Il ressort des pièces produites aux débats, que Madame [G] [K] dispose de ressources d’un montant total de 1437,75 € consistant en l’allocation de solidarité spécifique pour un montant de 599,23 € et en une pension d’invalidité pour un montant de 938,52 €. Ses charges mensuelles ont été évaluées par la Commission de surendettement à la somme de 1486 € comprenant le loyer d’un montant de 610 €. Si Madame [G] [K] dispose de ressources modestes, elle a la capacité de payer, ne serait-ce partiellement, le loyer. Or, depuis la recevabilité du dossier de surendettement, elle n’a effectué aucun paiement au bénéfice de Monsieur [S] [J].
Par ailleurs, la débitrice ne démontre pas qu’elle a effectué des demandes réitérées de logement social alors qu’elle est en difficulté pour acquitter le loyer depuis le mois de mars 2024. En effet, elle se cantonne à verser une demande de logement social en date du 21 avril 2025 et à alléguer qu’elle ne peut être hébergée par sa famille.
En outre, la débitrice a fait preuve de mauvaise foi lors de la conclusion du contrat de bail d’habitation, qui a été résilié le 9 avril 2025, puisqu’elle a communiqué à Monsieur [S] [J] de faux documents pour lui faire croire qu’elle bénéficiait de revenus stables et qu’il consente à signer le contrat de bail d’habitation. La débitrice a fait l’objet, pour ces faits, d’une mesure de composition pénale pour faux le 4 mars 2025.
Enfin, si lors de l’audience du 2 septembre 2025, le conseil de Madame [G] [K] a fait état de tensions avec le voisinage, il convient de relever, toutefois, que celle-ci est à l’origine desdites tensions. En effet, la débitrice cause de nombreux troubles de voisinage (incivilités, dégradations, harcèlement moral, appels malveillants), depuis deux ans, comme le démontrent les courriers de mise en demeure adressés par le syndic au bailleur, en date des 21 septembre 2023 et du 28 mai 2024, les mains-courantes et les plaintes déposées par les résidents à l’encontre de la débitrice, l’ordonnance de validation de composition pénale en date du 19 décembre 2023 et les attestations versées aux débats.

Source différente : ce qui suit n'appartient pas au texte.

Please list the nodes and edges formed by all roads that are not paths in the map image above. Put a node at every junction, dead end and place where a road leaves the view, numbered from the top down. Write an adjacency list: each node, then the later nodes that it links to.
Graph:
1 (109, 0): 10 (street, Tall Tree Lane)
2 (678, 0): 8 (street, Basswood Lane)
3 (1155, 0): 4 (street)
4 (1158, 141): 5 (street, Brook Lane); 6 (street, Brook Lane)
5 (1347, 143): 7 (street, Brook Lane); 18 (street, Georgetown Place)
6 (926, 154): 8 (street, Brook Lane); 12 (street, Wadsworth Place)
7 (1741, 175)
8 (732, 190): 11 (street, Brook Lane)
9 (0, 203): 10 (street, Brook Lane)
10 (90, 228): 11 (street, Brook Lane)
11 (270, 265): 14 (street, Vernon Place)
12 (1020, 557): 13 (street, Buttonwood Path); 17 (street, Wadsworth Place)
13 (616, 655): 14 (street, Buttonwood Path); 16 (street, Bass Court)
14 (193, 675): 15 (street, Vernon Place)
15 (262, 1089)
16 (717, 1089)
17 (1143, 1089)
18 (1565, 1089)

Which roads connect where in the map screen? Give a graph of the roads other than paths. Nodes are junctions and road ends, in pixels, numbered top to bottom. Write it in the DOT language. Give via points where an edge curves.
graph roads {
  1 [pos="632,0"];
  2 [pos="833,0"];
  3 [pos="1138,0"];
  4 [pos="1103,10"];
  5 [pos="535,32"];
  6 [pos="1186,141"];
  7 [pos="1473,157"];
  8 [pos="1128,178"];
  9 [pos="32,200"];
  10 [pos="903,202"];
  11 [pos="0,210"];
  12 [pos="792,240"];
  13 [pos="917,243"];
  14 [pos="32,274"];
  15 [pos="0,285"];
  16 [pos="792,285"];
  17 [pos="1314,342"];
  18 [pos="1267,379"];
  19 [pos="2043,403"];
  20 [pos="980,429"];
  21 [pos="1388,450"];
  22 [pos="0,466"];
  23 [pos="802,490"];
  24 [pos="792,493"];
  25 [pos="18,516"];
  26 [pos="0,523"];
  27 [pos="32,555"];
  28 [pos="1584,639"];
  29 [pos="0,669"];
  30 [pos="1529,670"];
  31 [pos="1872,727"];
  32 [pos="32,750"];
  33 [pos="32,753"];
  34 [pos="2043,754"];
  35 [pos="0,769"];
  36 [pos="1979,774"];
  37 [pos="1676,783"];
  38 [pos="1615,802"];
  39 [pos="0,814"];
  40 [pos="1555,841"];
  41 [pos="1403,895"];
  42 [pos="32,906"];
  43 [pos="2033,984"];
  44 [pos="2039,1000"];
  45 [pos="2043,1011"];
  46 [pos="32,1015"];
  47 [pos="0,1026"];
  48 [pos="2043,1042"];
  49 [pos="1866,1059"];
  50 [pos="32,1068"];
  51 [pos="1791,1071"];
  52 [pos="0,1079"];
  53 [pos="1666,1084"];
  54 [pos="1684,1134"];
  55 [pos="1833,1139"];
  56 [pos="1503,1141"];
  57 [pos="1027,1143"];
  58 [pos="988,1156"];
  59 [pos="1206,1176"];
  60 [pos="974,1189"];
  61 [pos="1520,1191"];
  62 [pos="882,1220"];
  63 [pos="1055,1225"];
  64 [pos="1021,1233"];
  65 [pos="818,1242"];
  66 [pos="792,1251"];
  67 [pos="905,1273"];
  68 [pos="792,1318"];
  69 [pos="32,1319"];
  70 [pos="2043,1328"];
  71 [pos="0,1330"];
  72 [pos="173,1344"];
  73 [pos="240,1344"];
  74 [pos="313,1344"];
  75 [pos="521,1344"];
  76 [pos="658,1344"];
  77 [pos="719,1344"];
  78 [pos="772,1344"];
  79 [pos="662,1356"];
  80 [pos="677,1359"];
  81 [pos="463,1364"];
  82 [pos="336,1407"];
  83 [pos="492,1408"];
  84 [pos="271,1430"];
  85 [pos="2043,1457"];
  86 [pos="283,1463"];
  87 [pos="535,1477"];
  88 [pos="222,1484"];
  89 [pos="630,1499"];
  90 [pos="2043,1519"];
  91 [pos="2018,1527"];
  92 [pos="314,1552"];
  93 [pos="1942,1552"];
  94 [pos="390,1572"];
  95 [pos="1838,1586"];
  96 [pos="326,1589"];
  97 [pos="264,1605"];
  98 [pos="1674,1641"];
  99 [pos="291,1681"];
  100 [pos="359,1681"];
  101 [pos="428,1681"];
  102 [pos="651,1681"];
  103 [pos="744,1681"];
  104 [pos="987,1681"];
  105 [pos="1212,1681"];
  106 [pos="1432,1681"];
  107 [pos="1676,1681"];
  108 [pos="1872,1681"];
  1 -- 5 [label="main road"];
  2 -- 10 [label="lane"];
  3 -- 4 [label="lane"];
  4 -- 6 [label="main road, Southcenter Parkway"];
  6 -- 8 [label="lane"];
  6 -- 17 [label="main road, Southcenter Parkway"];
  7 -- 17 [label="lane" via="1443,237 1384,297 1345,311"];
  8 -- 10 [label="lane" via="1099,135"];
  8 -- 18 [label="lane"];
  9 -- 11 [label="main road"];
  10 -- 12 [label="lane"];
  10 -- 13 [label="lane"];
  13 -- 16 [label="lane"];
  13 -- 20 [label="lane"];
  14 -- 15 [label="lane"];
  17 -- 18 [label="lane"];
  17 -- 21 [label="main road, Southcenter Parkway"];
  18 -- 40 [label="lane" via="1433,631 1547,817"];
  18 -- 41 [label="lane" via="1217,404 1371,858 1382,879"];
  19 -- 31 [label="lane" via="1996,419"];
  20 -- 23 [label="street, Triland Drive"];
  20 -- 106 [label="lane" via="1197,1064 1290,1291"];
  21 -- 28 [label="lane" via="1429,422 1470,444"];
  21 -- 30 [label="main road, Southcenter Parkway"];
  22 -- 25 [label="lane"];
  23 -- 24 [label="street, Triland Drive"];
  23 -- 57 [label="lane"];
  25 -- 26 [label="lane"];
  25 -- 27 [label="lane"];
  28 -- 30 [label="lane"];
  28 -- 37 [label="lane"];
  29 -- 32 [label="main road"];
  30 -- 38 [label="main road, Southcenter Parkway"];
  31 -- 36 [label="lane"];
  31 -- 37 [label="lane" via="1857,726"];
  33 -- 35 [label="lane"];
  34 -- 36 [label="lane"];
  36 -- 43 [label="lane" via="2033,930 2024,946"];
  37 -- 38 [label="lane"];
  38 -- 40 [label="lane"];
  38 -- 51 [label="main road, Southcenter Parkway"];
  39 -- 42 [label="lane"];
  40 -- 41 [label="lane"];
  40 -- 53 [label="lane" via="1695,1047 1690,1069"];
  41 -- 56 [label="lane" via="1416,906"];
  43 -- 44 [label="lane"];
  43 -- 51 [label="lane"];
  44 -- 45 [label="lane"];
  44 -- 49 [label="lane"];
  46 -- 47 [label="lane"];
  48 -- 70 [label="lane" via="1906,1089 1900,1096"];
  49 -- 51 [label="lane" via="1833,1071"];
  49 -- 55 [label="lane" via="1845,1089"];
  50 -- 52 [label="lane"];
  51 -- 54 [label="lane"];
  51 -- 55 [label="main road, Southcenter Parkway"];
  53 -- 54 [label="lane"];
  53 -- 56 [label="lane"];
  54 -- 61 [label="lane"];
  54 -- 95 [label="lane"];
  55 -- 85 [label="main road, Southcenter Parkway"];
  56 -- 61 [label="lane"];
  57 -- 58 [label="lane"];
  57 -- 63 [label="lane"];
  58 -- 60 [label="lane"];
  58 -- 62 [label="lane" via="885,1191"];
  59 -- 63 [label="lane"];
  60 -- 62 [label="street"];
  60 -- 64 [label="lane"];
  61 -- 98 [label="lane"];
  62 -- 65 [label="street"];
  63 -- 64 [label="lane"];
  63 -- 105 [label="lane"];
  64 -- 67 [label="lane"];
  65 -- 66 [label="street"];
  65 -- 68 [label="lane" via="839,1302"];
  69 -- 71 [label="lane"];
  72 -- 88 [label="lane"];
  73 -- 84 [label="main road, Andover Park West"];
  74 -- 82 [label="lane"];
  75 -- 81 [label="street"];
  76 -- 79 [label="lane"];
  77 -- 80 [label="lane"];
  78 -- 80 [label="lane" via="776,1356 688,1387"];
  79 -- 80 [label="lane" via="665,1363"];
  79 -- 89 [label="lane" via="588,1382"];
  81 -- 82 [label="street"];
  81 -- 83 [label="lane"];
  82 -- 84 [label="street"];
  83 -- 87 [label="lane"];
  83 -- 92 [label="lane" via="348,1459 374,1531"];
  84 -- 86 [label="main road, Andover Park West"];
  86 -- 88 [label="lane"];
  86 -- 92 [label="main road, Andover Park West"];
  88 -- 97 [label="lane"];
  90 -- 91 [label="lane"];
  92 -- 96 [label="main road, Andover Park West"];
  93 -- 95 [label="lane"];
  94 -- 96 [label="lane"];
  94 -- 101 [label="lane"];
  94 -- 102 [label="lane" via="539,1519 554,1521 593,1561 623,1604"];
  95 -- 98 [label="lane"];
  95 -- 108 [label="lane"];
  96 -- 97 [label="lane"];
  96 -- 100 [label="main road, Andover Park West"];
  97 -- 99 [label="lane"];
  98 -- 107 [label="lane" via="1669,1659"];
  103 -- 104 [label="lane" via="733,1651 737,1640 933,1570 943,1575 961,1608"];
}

L’ensemble des éléments versés à la procédure tendent à mettre en cause la bonne foi de la débitrice, ce qui par ailleurs peut être utilement débattu dans le cadre d’un recours sur l’orientation vers un rétablissement sans liquidation judiciaire. Dans ces conditions, il y a lieu de rejeter la demande de la débitrice tendant à la suspension de la mesure d’expulsion diligentée par Monsieur [S] [J].
Sur les demandes accessoires :
Il convient de laisser les dépens à la charge du Trésor public.
L’équité commande d’allouer la somme de 300 € à Monsieur [S] [J] au titre de l’article 700 du Code de procédure civile. Madame [G] [K] sera condamnée au paiement de cette somme.
PAR CES MOTIFS
La juge, statuant publiquement, par jugement contradictoire, rendu en premier ressort, par mise à disposition au greffe,
DEBOUTE Madame [G] [K] de sa demande tendant à la suspension de la mesure d’expulsion diligentée par Monsieur [S] [J] ;
CONDAMNE Madame [G] [K] à payer à Monsieur [S] [J] la somme de 300 € sur le fondement de l’article 700 du Code de procédure civile ;
LAISSE les dépens à la charge du Trésor Public ;
RAPPELLE que le présent jugement est de plein droit immédiatement exécutoire.